Supporting Remote Worker Mental Health

Obviously, it’s not as simple as “remote work is good” or “remote work is bad” when it comes to employees’ mental health. Most employees say they want to remain remote at least part of the time, with full remote the preference for working moms and those with long commutes. 


However, it’s also true that depression and associated behaviors are up among some work-from-home contingents. The best things employers can do are reach for that much-needed flexibility, and provide mental health support to all employees, no matter where they work. 

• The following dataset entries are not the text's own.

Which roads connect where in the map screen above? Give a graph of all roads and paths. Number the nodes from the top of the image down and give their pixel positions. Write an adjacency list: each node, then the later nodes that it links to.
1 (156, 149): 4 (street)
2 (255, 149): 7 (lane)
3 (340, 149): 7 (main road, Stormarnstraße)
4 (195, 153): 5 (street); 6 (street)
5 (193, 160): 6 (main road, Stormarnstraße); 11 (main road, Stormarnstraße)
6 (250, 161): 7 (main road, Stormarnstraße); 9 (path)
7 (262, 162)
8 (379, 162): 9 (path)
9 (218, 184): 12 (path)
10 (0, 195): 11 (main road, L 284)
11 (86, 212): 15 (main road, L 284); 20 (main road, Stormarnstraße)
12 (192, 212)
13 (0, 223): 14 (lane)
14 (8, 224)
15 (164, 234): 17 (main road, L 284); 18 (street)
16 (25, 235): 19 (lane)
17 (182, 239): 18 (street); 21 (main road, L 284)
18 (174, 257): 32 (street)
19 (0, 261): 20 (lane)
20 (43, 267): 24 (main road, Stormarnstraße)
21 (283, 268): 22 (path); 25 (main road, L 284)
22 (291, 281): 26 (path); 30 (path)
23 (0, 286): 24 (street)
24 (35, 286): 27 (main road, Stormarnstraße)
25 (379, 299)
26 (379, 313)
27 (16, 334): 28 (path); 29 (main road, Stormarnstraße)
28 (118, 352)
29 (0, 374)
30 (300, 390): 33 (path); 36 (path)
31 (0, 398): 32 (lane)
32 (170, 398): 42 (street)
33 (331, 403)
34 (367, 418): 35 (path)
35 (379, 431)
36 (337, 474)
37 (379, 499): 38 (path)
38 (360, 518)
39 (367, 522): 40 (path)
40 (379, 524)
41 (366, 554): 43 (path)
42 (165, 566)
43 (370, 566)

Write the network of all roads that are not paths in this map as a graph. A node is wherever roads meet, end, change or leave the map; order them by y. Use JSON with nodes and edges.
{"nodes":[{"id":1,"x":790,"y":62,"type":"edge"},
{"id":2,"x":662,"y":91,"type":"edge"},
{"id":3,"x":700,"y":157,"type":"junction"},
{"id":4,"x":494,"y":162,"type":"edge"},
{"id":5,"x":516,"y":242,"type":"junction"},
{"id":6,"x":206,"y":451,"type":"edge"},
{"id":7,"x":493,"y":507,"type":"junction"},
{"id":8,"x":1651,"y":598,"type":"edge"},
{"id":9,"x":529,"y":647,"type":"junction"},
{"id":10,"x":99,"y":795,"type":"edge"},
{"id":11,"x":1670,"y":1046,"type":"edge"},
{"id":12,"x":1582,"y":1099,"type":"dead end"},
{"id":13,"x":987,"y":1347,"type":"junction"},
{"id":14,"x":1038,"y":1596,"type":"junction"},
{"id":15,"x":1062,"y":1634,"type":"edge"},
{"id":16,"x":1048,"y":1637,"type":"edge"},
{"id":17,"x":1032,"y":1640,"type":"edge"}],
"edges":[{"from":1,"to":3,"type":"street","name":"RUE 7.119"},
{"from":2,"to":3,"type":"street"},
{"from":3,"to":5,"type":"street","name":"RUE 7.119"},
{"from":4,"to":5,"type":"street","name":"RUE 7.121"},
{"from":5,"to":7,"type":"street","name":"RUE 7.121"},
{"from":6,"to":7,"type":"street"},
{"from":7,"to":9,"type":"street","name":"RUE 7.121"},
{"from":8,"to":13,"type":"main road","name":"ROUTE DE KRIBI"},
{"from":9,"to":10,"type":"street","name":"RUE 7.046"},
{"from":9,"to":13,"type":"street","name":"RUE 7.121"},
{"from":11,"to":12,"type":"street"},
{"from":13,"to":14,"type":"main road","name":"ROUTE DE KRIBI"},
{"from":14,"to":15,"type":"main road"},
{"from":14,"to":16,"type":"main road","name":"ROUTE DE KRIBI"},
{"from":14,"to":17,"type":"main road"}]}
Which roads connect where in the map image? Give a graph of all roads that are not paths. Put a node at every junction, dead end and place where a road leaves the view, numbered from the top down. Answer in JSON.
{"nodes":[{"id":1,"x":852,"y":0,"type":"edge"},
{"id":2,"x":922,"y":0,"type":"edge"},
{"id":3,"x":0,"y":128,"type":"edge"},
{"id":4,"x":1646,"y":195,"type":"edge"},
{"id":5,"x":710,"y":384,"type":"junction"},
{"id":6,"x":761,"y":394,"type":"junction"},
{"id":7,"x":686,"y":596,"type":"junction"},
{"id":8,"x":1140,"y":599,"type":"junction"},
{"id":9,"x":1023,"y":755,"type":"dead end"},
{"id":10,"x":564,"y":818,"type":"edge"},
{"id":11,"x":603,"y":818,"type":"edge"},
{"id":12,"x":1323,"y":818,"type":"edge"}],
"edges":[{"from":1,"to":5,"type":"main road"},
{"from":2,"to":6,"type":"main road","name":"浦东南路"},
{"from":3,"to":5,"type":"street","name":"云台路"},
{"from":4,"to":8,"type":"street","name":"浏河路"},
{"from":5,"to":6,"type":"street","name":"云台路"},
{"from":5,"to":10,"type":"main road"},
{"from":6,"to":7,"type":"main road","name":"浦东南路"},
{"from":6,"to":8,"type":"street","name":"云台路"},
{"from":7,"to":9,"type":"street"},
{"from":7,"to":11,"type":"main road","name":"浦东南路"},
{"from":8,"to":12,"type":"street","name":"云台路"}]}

If a fully remote workforce is on the table, mental health problems can also be headed off via the recruitment process. Seek out employees who have the appropriate personality, motivations, and soft skills to thrive away from the office, and hire managers who understand how to run a remote team.

How Crosschq Can Help

  • Crosschq 360 can help employers identify a worker’s capacity for time management and gauge whether their personality will allow them to do well in a remote position.
  • Crosschq Analytics can help employers identify who in their current workforce is performing well remotely, and find indicators of what makes a great remote employee.
  • Crosschq Recruit can deliver candidates who are ready to work, motivated, and pre-vetted so you can find the perfect match for your remote or management role.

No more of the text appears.